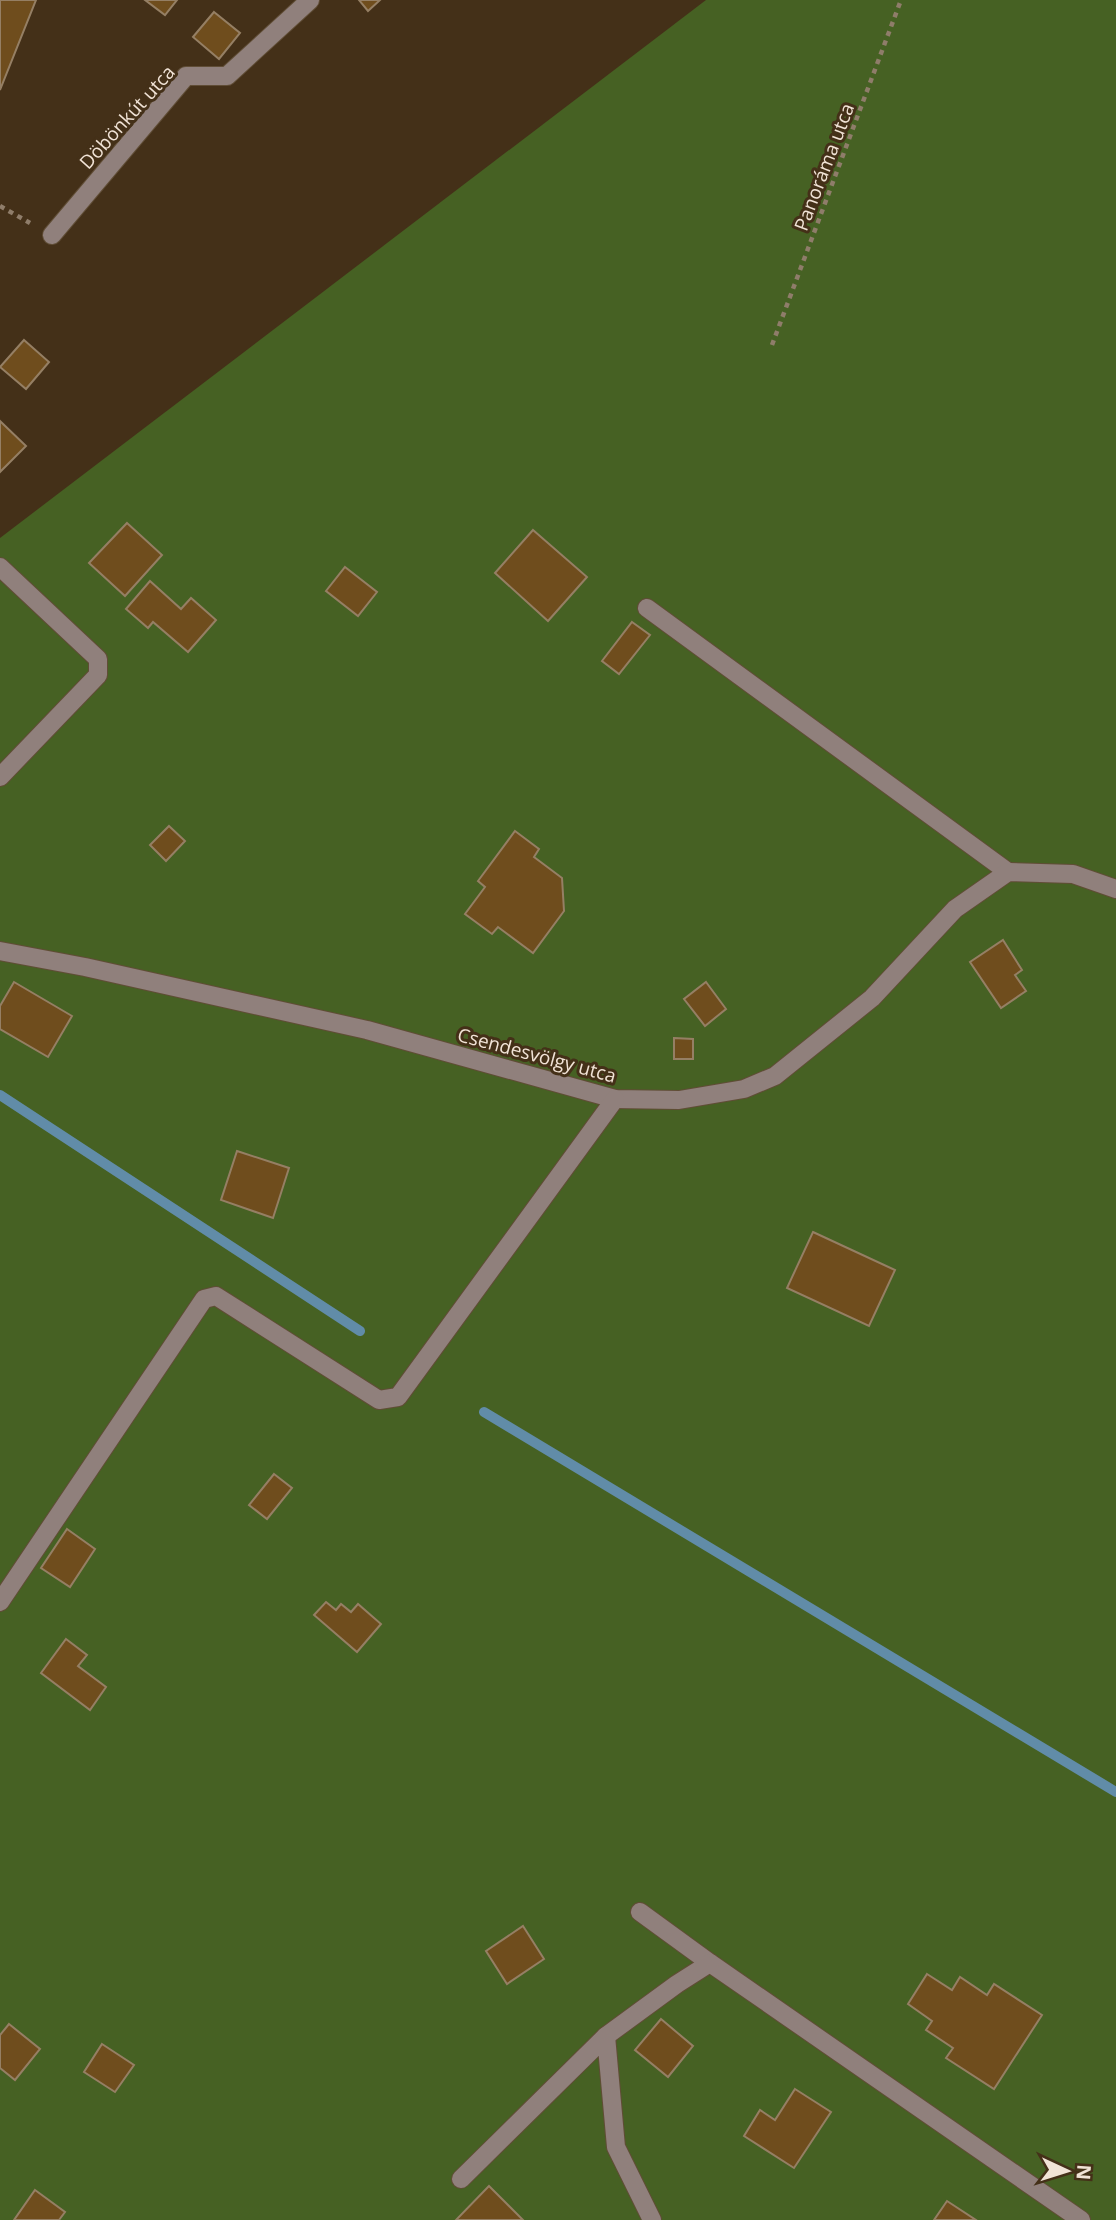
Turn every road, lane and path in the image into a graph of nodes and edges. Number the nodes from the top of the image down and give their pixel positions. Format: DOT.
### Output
graph roads {
  1 [pos="310,0"];
  2 [pos="901,0"];
  3 [pos="52,235"];
  4 [pos="772,345"];
  5 [pos="0,567"];
  6 [pos="647,608"];
  7 [pos="0,778"];
  8 [pos="1008,872"];
  9 [pos="1116,889"];
  10 [pos="0,951"];
  11 [pos="615,1099"];
  12 [pos="0,1602"];
  13 [pos="640,1912"];
  14 [pos="710,1963"];
  15 [pos="606,2036"];
  16 [pos="461,2179"];
  17 [pos="652,2220"];
  18 [pos="1081,2220"];
  1 -- 3 [label="street, Döbönkút utca"];
  2 -- 4 [label="path, Panoráma utca"];
  5 -- 7 [label="street"];
  6 -- 8 [label="street"];
  8 -- 9 [label="street"];
  8 -- 11 [label="street, Csendesvölgy utca"];
  10 -- 11 [label="street, Csendesvölgy utca"];
  11 -- 12 [label="street"];
  13 -- 14 [label="street"];
  14 -- 15 [label="street"];
  14 -- 18 [label="street"];
  15 -- 16 [label="street"];
  15 -- 17 [label="street"];
}
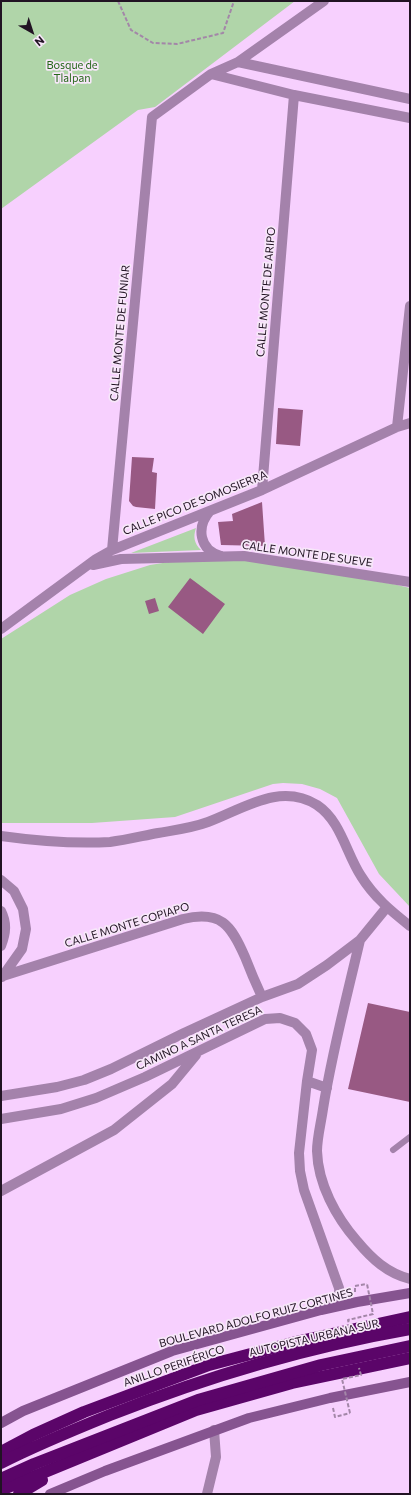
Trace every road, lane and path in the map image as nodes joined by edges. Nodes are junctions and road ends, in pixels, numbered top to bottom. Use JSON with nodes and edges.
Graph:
{"nodes":[{"id":1,"x":118,"y":1,"type":"edge"},
{"id":2,"x":234,"y":1,"type":"edge"},
{"id":3,"x":324,"y":1,"type":"edge"},
{"id":4,"x":238,"y":62,"type":"junction"},
{"id":5,"x":211,"y":74,"type":"junction"},
{"id":6,"x":294,"y":95,"type":"junction"},
{"id":7,"x":410,"y":99,"type":"edge"},
{"id":8,"x":410,"y":118,"type":"edge"},
{"id":9,"x":410,"y":306,"type":"edge"},
{"id":10,"x":410,"y":423,"type":"edge"},
{"id":11,"x":397,"y":427,"type":"junction"},
{"id":12,"x":262,"y":490,"type":"junction"},
{"id":13,"x":210,"y":511,"type":"junction"},
{"id":14,"x":112,"y":550,"type":"junction"},
{"id":15,"x":222,"y":557,"type":"junction"},
{"id":16,"x":82,"y":569,"type":"junction"},
{"id":17,"x":410,"y":582,"type":"edge"},
{"id":18,"x":1,"y":628,"type":"edge"},
{"id":19,"x":1,"y":836,"type":"edge"},
{"id":20,"x":1,"y":880,"type":"edge"},
{"id":21,"x":387,"y":907,"type":"junction"},
{"id":22,"x":1,"y":910,"type":"edge"},
{"id":23,"x":410,"y":926,"type":"edge"},
{"id":24,"x":360,"y":940,"type":"junction"},
{"id":25,"x":1,"y":946,"type":"edge"},
{"id":26,"x":2,"y":978,"type":"edge"},
{"id":27,"x":262,"y":997,"type":"junction"},
{"id":28,"x":198,"y":1052,"type":"junction"},
{"id":29,"x":306,"y":1081,"type":"junction"},
{"id":30,"x":327,"y":1088,"type":"junction"},
{"id":31,"x":1,"y":1096,"type":"edge"},
{"id":32,"x":1,"y":1119,"type":"edge"},
{"id":33,"x":410,"y":1137,"type":"edge"},
{"id":34,"x":393,"y":1150,"type":"dead end"},
{"id":35,"x":1,"y":1192,"type":"edge"},
{"id":36,"x":410,"y":1272,"type":"edge"},
{"id":37,"x":397,"y":1276,"type":"junction"},
{"id":38,"x":410,"y":1279,"type":"edge"},
{"id":39,"x":367,"y":1284,"type":"dead end"},
{"id":40,"x":354,"y":1286,"type":"dead end"},
{"id":41,"x":410,"y":1293,"type":"edge"},
{"id":42,"x":322,"y":1310,"type":"junction"},
{"id":43,"x":410,"y":1317,"type":"edge"},
{"id":44,"x":410,"y":1329,"type":"edge"},
{"id":45,"x":410,"y":1346,"type":"edge"},
{"id":46,"x":410,"y":1358,"type":"edge"},
{"id":47,"x":410,"y":1382,"type":"edge"},
{"id":48,"x":350,"y":1413,"type":"dead end"},
{"id":49,"x":335,"y":1417,"type":"dead end"},
{"id":50,"x":1,"y":1423,"type":"edge"},
{"id":51,"x":214,"y":1430,"type":"junction"},
{"id":52,"x":33,"y":1435,"type":"junction"},
{"id":53,"x":102,"y":1448,"type":"junction"},
{"id":54,"x":1,"y":1449,"type":"edge"},
{"id":55,"x":1,"y":1452,"type":"edge"},
{"id":56,"x":1,"y":1462,"type":"edge"},
{"id":57,"x":1,"y":1479,"type":"edge"},
{"id":58,"x":1,"y":1490,"type":"edge"},
{"id":59,"x":19,"y":1494,"type":"edge"},
{"id":60,"x":50,"y":1494,"type":"edge"},
{"id":61,"x":207,"y":1494,"type":"edge"}],
"edges":[{"from":1,"to":2,"type":"path"},
{"from":3,"to":4,"type":"street"},
{"from":4,"to":5,"type":"street"},
{"from":4,"to":7,"type":"street"},
{"from":5,"to":6,"type":"street"},
{"from":5,"to":14,"type":"street","name":"CALLE MONTE DE FUNIAR"},
{"from":6,"to":8,"type":"street"},
{"from":6,"to":12,"type":"street","name":"CALLE MONTE DE ARIPO"},
{"from":9,"to":11,"type":"street"},
{"from":10,"to":11,"type":"street","name":"CALLE PICO DE SOMOSIERRA"},
{"from":11,"to":12,"type":"street","name":"CALLE PICO DE SOMOSIERRA"},
{"from":12,"to":13,"type":"street","name":"CALLE PICO DE SOMOSIERRA"},
{"from":13,"to":14,"type":"street","name":"CALLE PICO DE SOMOSIERRA"},
{"from":13,"to":15,"type":"street"},
{"from":14,"to":16,"type":"street","name":"CALLE PICO DE SOMOSIERRA"},
{"from":15,"to":16,"type":"street","name":"CALLE MONTE DE SUEVE"},
{"from":15,"to":17,"type":"street","name":"CALLE MONTE DE SUEVE"},
{"from":16,"to":18,"type":"street","name":"CALLE PICO DE SOMOSIERRA"},
{"from":19,"to":21,"type":"street"},
{"from":20,"to":26,"type":"street"},
{"from":21,"to":23,"type":"street"},
{"from":21,"to":24,"type":"street","name":"CAMINO A SANTA TERESA"},
{"from":22,"to":25,"type":"street"},
{"from":24,"to":27,"type":"street","name":"CAMINO A SANTA TERESA"},
{"from":24,"to":30,"type":"street","name":"CAMINO A SANTA TERESA"},
{"from":26,"to":27,"type":"street","name":"CALLE MONTE COPIAPO"},
{"from":27,"to":31,"type":"street","name":"CAMINO A SANTA TERESA"},
{"from":28,"to":29,"type":"street","name":"CAMINO A SANTA TERESA"},
{"from":28,"to":32,"type":"street","name":"CAMINO A SANTA TERESA"},
{"from":28,"to":35,"type":"street"},
{"from":29,"to":30,"type":"street"},
{"from":29,"to":42,"type":"street","name":"CAMINO A SANTA TERESA"},
{"from":30,"to":37,"type":"street","name":"CAMINO A SANTA TERESA"},
{"from":33,"to":34,"type":"lane"},
{"from":36,"to":37,"type":"lane"},
{"from":37,"to":38,"type":"street","name":"CAMINO A SANTA TERESA"},
{"from":39,"to":40,"type":"path"},
{"from":41,"to":42,"type":"main road","name":"BOULEVARD ADOLFO RUIZ CORTINES"},
{"from":42,"to":50,"type":"main road","name":"BOULEVARD ADOLFO RUIZ CORTINES"},
{"from":43,"to":52,"type":"highway","name":"ANILLO PERIFÉRICO"},
{"from":44,"to":56,"type":"highway","name":"AUTOPISTA URBANA SUR","bridge":true},
{"from":45,"to":57,"type":"highway","bridge":true},
{"from":46,"to":53,"type":"highway"},
{"from":47,"to":51,"type":"main road"},
{"from":48,"to":49,"type":"path"},
{"from":51,"to":60,"type":"main road"},
{"from":51,"to":61,"type":"street"},
{"from":52,"to":54,"type":"highway"},
{"from":52,"to":55,"type":"highway","name":"ANILLO PERIFÉRICO"},
{"from":53,"to":58,"type":"highway"},
{"from":53,"to":59,"type":"highway"}]}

******************************

### Description of the task
Please return, exactly as written, the lines from the first line of the records above through the line containing "Trace every road, lane", both included, leaving out any pictures.

### Response to this exercise
Turn every road, lane and path in the image into a graph of nodes and edges. Number the nodes from the top of the image down and give their pixel positions. Format: DOT.
### Output
graph roads {
  1 [pos="310,0"];
  2 [pos="901,0"];
  3 [pos="52,235"];
  4 [pos="772,345"];
  5 [pos="0,567"];
  6 [pos="647,608"];
  7 [pos="0,778"];
  8 [pos="1008,872"];
  9 [pos="1116,889"];
  10 [pos="0,951"];
  11 [pos="615,1099"];
  12 [pos="0,1602"];
  13 [pos="640,1912"];
  14 [pos="710,1963"];
  15 [pos="606,2036"];
  16 [pos="461,2179"];
  17 [pos="652,2220"];
  18 [pos="1081,2220"];
  1 -- 3 [label="street, Döbönkút utca"];
  2 -- 4 [label="path, Panoráma utca"];
  5 -- 7 [label="street"];
  6 -- 8 [label="street"];
  8 -- 9 [label="street"];
  8 -- 11 [label="street, Csendesvölgy utca"];
  10 -- 11 [label="street, Csendesvölgy utca"];
  11 -- 12 [label="street"];
  13 -- 14 [label="street"];
  14 -- 15 [label="street"];
  14 -- 18 [label="street"];
  15 -- 16 [label="street"];
  15 -- 17 [label="street"];
}
Trace every road, lane and path in the map image as nodes joined by edges. Nodes are junctions and road ends, in pixels, numbered top to bottom. Use JSON with nodes and edges.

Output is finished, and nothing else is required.